What is required: All of the entries below, duplicated exactly, make up the answer.

───── Recorded data ─────

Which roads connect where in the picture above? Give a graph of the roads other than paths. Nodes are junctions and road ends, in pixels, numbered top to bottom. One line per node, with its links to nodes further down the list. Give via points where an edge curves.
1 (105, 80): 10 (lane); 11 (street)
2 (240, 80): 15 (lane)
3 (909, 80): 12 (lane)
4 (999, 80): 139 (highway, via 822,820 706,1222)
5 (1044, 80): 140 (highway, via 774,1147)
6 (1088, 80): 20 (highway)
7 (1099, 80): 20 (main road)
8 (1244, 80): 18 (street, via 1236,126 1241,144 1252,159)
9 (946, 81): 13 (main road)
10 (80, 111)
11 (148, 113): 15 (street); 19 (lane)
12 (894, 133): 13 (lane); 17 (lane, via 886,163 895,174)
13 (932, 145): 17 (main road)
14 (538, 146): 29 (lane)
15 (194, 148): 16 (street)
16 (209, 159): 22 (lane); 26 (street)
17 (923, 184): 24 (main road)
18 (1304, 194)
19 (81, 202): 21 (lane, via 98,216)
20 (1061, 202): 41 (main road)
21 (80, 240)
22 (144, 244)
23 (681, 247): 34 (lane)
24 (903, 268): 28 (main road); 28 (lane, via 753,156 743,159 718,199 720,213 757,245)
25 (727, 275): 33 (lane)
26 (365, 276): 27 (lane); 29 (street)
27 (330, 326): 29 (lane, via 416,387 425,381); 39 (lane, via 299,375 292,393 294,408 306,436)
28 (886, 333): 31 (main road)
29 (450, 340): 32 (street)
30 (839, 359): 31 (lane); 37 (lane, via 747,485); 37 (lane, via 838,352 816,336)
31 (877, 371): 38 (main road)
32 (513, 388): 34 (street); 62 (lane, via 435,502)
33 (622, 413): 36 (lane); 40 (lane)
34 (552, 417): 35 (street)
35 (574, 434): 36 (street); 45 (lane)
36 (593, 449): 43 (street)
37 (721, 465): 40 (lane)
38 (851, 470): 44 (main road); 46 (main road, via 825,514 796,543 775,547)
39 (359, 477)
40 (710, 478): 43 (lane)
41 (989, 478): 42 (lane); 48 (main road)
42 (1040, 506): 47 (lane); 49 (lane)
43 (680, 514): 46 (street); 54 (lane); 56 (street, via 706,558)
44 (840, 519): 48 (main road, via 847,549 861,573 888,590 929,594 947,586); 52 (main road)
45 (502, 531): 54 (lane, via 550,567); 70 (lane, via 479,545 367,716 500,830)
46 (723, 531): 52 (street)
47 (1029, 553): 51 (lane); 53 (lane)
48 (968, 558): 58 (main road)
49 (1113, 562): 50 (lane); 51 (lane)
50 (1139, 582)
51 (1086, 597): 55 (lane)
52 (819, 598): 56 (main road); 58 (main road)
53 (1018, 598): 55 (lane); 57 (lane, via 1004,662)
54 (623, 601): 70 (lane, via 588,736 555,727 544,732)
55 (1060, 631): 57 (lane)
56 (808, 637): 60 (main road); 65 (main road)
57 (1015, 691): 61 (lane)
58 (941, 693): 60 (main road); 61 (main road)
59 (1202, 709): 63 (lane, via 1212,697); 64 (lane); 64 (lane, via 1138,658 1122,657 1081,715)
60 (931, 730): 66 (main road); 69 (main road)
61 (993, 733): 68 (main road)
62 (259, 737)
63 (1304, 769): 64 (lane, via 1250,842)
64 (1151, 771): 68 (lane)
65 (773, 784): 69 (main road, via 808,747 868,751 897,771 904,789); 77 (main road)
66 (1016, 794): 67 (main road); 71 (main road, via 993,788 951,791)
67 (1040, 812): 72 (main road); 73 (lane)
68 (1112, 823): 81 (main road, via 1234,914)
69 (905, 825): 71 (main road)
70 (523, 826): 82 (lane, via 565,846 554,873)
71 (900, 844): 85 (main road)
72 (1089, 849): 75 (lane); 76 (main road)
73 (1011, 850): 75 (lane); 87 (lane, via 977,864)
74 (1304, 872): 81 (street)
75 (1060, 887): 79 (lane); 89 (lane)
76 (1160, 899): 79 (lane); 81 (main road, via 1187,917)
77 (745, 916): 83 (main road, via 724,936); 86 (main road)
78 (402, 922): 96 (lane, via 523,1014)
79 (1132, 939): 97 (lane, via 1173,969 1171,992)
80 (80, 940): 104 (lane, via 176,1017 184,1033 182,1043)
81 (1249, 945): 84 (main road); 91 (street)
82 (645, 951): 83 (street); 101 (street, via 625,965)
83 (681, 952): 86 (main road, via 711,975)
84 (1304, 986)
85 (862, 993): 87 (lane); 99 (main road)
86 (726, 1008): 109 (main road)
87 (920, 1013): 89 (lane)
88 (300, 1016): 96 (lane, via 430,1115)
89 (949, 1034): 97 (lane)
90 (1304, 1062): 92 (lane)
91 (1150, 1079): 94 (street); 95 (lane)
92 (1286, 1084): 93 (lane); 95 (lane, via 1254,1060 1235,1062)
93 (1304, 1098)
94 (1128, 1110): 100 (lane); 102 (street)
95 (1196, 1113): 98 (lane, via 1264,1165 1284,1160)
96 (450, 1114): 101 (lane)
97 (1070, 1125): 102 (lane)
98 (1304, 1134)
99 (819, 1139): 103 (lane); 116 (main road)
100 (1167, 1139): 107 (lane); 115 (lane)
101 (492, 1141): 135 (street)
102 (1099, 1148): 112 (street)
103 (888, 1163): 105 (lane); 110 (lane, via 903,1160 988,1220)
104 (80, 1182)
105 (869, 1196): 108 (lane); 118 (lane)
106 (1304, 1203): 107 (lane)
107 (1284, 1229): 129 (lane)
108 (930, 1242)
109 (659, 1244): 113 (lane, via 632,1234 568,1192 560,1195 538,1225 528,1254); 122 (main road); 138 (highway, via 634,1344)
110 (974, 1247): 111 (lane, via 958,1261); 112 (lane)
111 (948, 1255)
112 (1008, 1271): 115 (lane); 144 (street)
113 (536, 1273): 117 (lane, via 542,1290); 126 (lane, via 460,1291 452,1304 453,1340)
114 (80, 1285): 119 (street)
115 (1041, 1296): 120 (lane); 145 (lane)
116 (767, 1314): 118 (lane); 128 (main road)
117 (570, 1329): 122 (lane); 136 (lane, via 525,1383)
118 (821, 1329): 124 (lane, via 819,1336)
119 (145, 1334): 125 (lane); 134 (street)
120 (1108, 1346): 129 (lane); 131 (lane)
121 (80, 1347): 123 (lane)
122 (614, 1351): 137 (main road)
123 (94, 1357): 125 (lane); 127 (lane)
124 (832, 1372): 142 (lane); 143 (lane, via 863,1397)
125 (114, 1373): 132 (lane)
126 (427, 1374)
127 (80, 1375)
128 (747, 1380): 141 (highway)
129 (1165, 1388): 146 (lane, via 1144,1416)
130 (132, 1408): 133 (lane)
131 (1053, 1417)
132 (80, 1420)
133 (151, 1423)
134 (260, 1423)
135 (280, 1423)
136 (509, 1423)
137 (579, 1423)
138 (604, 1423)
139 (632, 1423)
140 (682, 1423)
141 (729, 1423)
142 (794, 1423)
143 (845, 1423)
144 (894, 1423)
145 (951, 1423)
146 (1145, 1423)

─────

Reply:
Which roads connect where in the picture above? Give a graph of the roads other than paths. Nodes are junctions and road ends, in pixels, numbered top to bottom. One line per node, with its links to nodes further down the list. Give via points where an edge curves.
1 (105, 80): 10 (lane); 11 (street)
2 (240, 80): 15 (lane)
3 (909, 80): 12 (lane)
4 (999, 80): 139 (highway, via 822,820 706,1222)
5 (1044, 80): 140 (highway, via 774,1147)
6 (1088, 80): 20 (highway)
7 (1099, 80): 20 (main road)
8 (1244, 80): 18 (street, via 1236,126 1241,144 1252,159)
9 (946, 81): 13 (main road)
10 (80, 111)
11 (148, 113): 15 (street); 19 (lane)
12 (894, 133): 13 (lane); 17 (lane, via 886,163 895,174)
13 (932, 145): 17 (main road)
14 (538, 146): 29 (lane)
15 (194, 148): 16 (street)
16 (209, 159): 22 (lane); 26 (street)
17 (923, 184): 24 (main road)
18 (1304, 194)
19 (81, 202): 21 (lane, via 98,216)
20 (1061, 202): 41 (main road)
21 (80, 240)
22 (144, 244)
23 (681, 247): 34 (lane)
24 (903, 268): 28 (main road); 28 (lane, via 753,156 743,159 718,199 720,213 757,245)
25 (727, 275): 33 (lane)
26 (365, 276): 27 (lane); 29 (street)
27 (330, 326): 29 (lane, via 416,387 425,381); 39 (lane, via 299,375 292,393 294,408 306,436)
28 (886, 333): 31 (main road)
29 (450, 340): 32 (street)
30 (839, 359): 31 (lane); 37 (lane, via 747,485); 37 (lane, via 838,352 816,336)
31 (877, 371): 38 (main road)
32 (513, 388): 34 (street); 62 (lane, via 435,502)
33 (622, 413): 36 (lane); 40 (lane)
34 (552, 417): 35 (street)
35 (574, 434): 36 (street); 45 (lane)
36 (593, 449): 43 (street)
37 (721, 465): 40 (lane)
38 (851, 470): 44 (main road); 46 (main road, via 825,514 796,543 775,547)
39 (359, 477)
40 (710, 478): 43 (lane)
41 (989, 478): 42 (lane); 48 (main road)
42 (1040, 506): 47 (lane); 49 (lane)
43 (680, 514): 46 (street); 54 (lane); 56 (street, via 706,558)
44 (840, 519): 48 (main road, via 847,549 861,573 888,590 929,594 947,586); 52 (main road)
45 (502, 531): 54 (lane, via 550,567); 70 (lane, via 479,545 367,716 500,830)
46 (723, 531): 52 (street)
47 (1029, 553): 51 (lane); 53 (lane)
48 (968, 558): 58 (main road)
49 (1113, 562): 50 (lane); 51 (lane)
50 (1139, 582)
51 (1086, 597): 55 (lane)
52 (819, 598): 56 (main road); 58 (main road)
53 (1018, 598): 55 (lane); 57 (lane, via 1004,662)
54 (623, 601): 70 (lane, via 588,736 555,727 544,732)
55 (1060, 631): 57 (lane)
56 (808, 637): 60 (main road); 65 (main road)
57 (1015, 691): 61 (lane)
58 (941, 693): 60 (main road); 61 (main road)
59 (1202, 709): 63 (lane, via 1212,697); 64 (lane); 64 (lane, via 1138,658 1122,657 1081,715)
60 (931, 730): 66 (main road); 69 (main road)
61 (993, 733): 68 (main road)
62 (259, 737)
63 (1304, 769): 64 (lane, via 1250,842)
64 (1151, 771): 68 (lane)
65 (773, 784): 69 (main road, via 808,747 868,751 897,771 904,789); 77 (main road)
66 (1016, 794): 67 (main road); 71 (main road, via 993,788 951,791)
67 (1040, 812): 72 (main road); 73 (lane)
68 (1112, 823): 81 (main road, via 1234,914)
69 (905, 825): 71 (main road)
70 (523, 826): 82 (lane, via 565,846 554,873)
71 (900, 844): 85 (main road)
72 (1089, 849): 75 (lane); 76 (main road)
73 (1011, 850): 75 (lane); 87 (lane, via 977,864)
74 (1304, 872): 81 (street)
75 (1060, 887): 79 (lane); 89 (lane)
76 (1160, 899): 79 (lane); 81 (main road, via 1187,917)
77 (745, 916): 83 (main road, via 724,936); 86 (main road)
78 (402, 922): 96 (lane, via 523,1014)
79 (1132, 939): 97 (lane, via 1173,969 1171,992)
80 (80, 940): 104 (lane, via 176,1017 184,1033 182,1043)
81 (1249, 945): 84 (main road); 91 (street)
82 (645, 951): 83 (street); 101 (street, via 625,965)
83 (681, 952): 86 (main road, via 711,975)
84 (1304, 986)
85 (862, 993): 87 (lane); 99 (main road)
86 (726, 1008): 109 (main road)
87 (920, 1013): 89 (lane)
88 (300, 1016): 96 (lane, via 430,1115)
89 (949, 1034): 97 (lane)
90 (1304, 1062): 92 (lane)
91 (1150, 1079): 94 (street); 95 (lane)
92 (1286, 1084): 93 (lane); 95 (lane, via 1254,1060 1235,1062)
93 (1304, 1098)
94 (1128, 1110): 100 (lane); 102 (street)
95 (1196, 1113): 98 (lane, via 1264,1165 1284,1160)
96 (450, 1114): 101 (lane)
97 (1070, 1125): 102 (lane)
98 (1304, 1134)
99 (819, 1139): 103 (lane); 116 (main road)
100 (1167, 1139): 107 (lane); 115 (lane)
101 (492, 1141): 135 (street)
102 (1099, 1148): 112 (street)
103 (888, 1163): 105 (lane); 110 (lane, via 903,1160 988,1220)
104 (80, 1182)
105 (869, 1196): 108 (lane); 118 (lane)
106 (1304, 1203): 107 (lane)
107 (1284, 1229): 129 (lane)
108 (930, 1242)
109 (659, 1244): 113 (lane, via 632,1234 568,1192 560,1195 538,1225 528,1254); 122 (main road); 138 (highway, via 634,1344)
110 (974, 1247): 111 (lane, via 958,1261); 112 (lane)
111 (948, 1255)
112 (1008, 1271): 115 (lane); 144 (street)
113 (536, 1273): 117 (lane, via 542,1290); 126 (lane, via 460,1291 452,1304 453,1340)
114 (80, 1285): 119 (street)
115 (1041, 1296): 120 (lane); 145 (lane)
116 (767, 1314): 118 (lane); 128 (main road)
117 (570, 1329): 122 (lane); 136 (lane, via 525,1383)
118 (821, 1329): 124 (lane, via 819,1336)
119 (145, 1334): 125 (lane); 134 (street)
120 (1108, 1346): 129 (lane); 131 (lane)
121 (80, 1347): 123 (lane)
122 (614, 1351): 137 (main road)
123 (94, 1357): 125 (lane); 127 (lane)
124 (832, 1372): 142 (lane); 143 (lane, via 863,1397)
125 (114, 1373): 132 (lane)
126 (427, 1374)
127 (80, 1375)
128 (747, 1380): 141 (highway)
129 (1165, 1388): 146 (lane, via 1144,1416)
130 (132, 1408): 133 (lane)
131 (1053, 1417)
132 (80, 1420)
133 (151, 1423)
134 (260, 1423)
135 (280, 1423)
136 (509, 1423)
137 (579, 1423)
138 (604, 1423)
139 (632, 1423)
140 (682, 1423)
141 (729, 1423)
142 (794, 1423)
143 (845, 1423)
144 (894, 1423)
145 (951, 1423)
146 (1145, 1423)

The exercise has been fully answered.